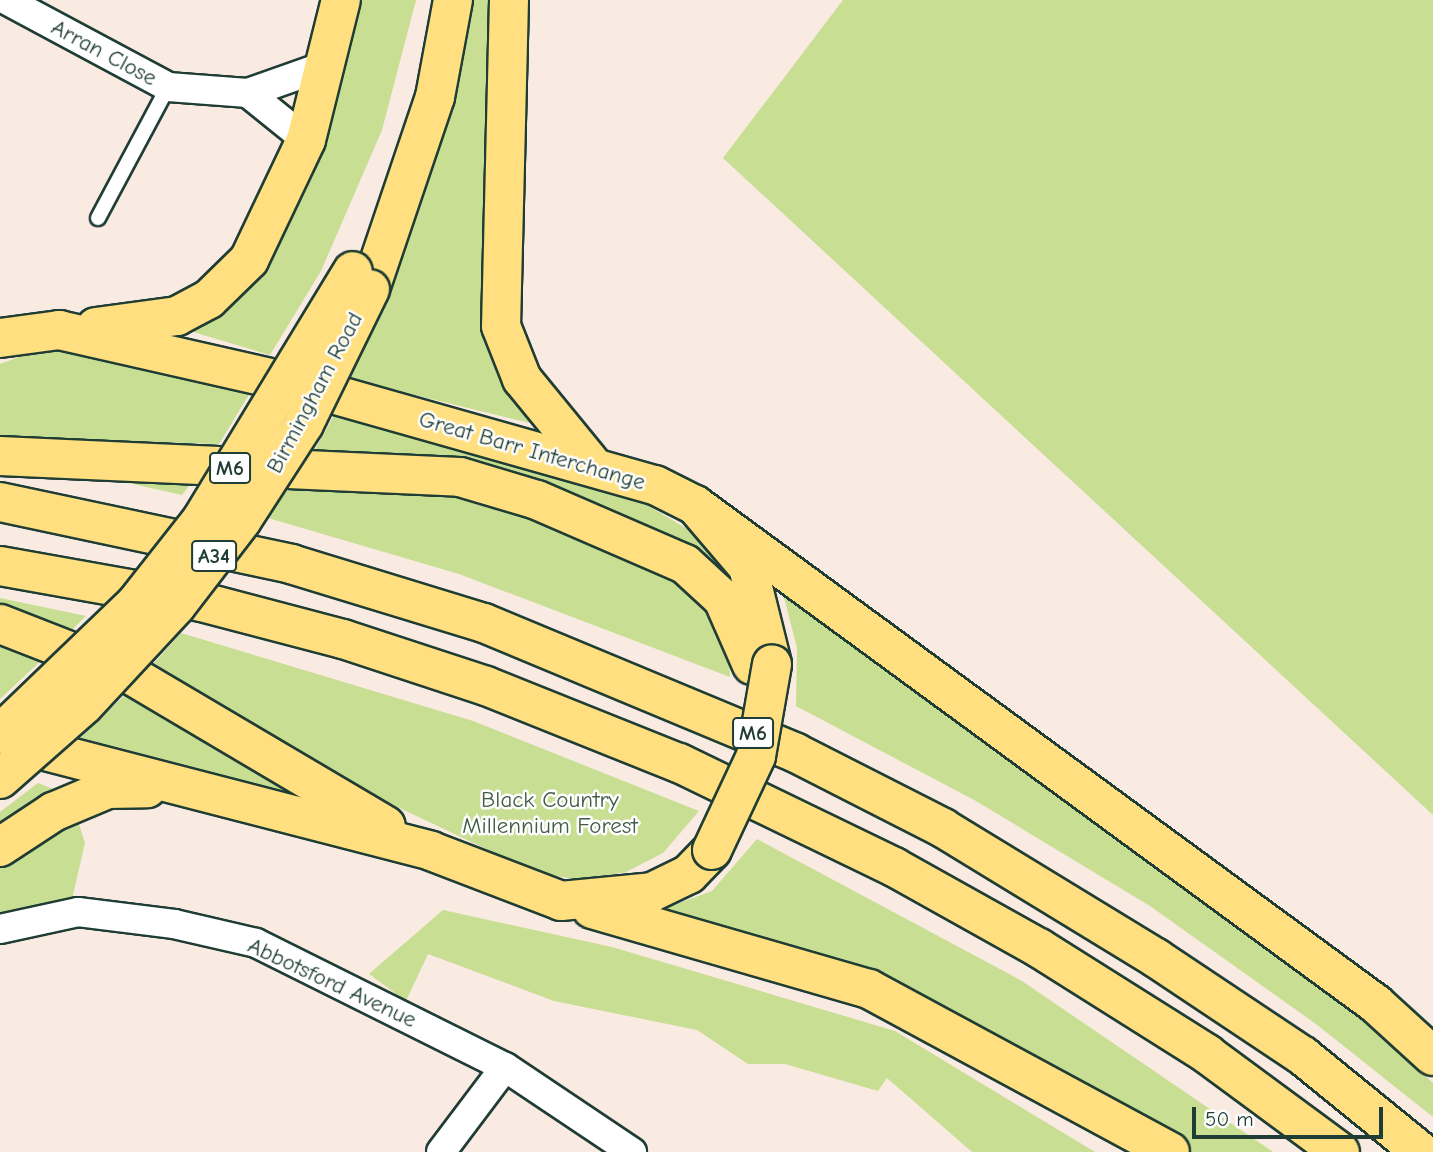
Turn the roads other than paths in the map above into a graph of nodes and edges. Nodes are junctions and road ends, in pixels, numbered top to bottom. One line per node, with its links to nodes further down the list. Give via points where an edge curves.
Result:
1 (6, 0): 7 (street, Arran Close)
2 (341, 0): 6 (highway)
3 (431, 0): 11 (highway, Birmingham Road / A34, via 422,67)
4 (453, 0): 11 (highway, Birmingham Road / A34, via 435,97)
5 (509, 0): 15 (highway, via 501,326 522,379)
6 (327, 65): 8 (street, Arran Close); 9 (highway)
7 (168, 87): 8 (street, Arran Close); 10 (lane)
8 (248, 93): 9 (street)
9 (306, 140): 12 (highway, via 249,260 209,299 177,316)
10 (97, 218)
11 (362, 280): 21 (highway, Birmingham Road / A34, bridge, via 202,519 136,603); 22 (highway, Birmingham Road / A34, bridge, via 304,424 242,520 176,606 83,705)
12 (59, 330): 13 (highway, Great Barr Interchange); 15 (highway, Great Barr Interchange)
13 (0, 338)
14 (0, 456): 20 (highway, M6, via 460,477 537,500 685,564 723,599)
15 (590, 462): 17 (highway, Great Barr Interchange)
16 (0, 502): 34 (highway, M6, via 291,564 472,619 654,689 796,753 943,828 1156,958 1303,1056)
17 (695, 505): 20 (highway, Great Barr Interchange, via 748,567); 28 (highway, via 1376,1004)
18 (0, 566): 33 (highway, via 202,602 343,639 486,687 679,763 894,867 1039,947 1207,1054)
19 (0, 624): 25 (highway, via 131,676)
20 (762, 665): 26 (highway, Great Barr Interchange, bridge, via 756,756 712,850 689,874 652,892)
21 (0, 736): 23 (highway, Great Barr Interchange)
22 (0, 779)
23 (180, 787): 24 (highway, via 108,789 53,812); 25 (highway, Great Barr Interchange)
24 (0, 847)
25 (431, 851): 26 (highway, Great Barr Interchange)
26 (562, 901): 32 (highway, via 869,989)
27 (0, 929): 29 (street, Abbotsford Avenue, via 78,912 174,924 256,943)
28 (1433, 1056)
29 (505, 1067): 30 (street); 31 (street, Abbotsford Avenue)
30 (440, 1152)
31 (632, 1152)
32 (1170, 1152)
33 (1340, 1152)
34 (1421, 1152)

^^^^^^^^^^^^^^^^

» ASSIGNMENT
Which lines contain "Avenue"? Copy each of them from the listing.

» FINISHED EXERCISE
27 (0, 929): 29 (street, Abbotsford Avenue, via 78,912 174,924 256,943)
29 (505, 1067): 30 (street); 31 (street, Abbotsford Avenue)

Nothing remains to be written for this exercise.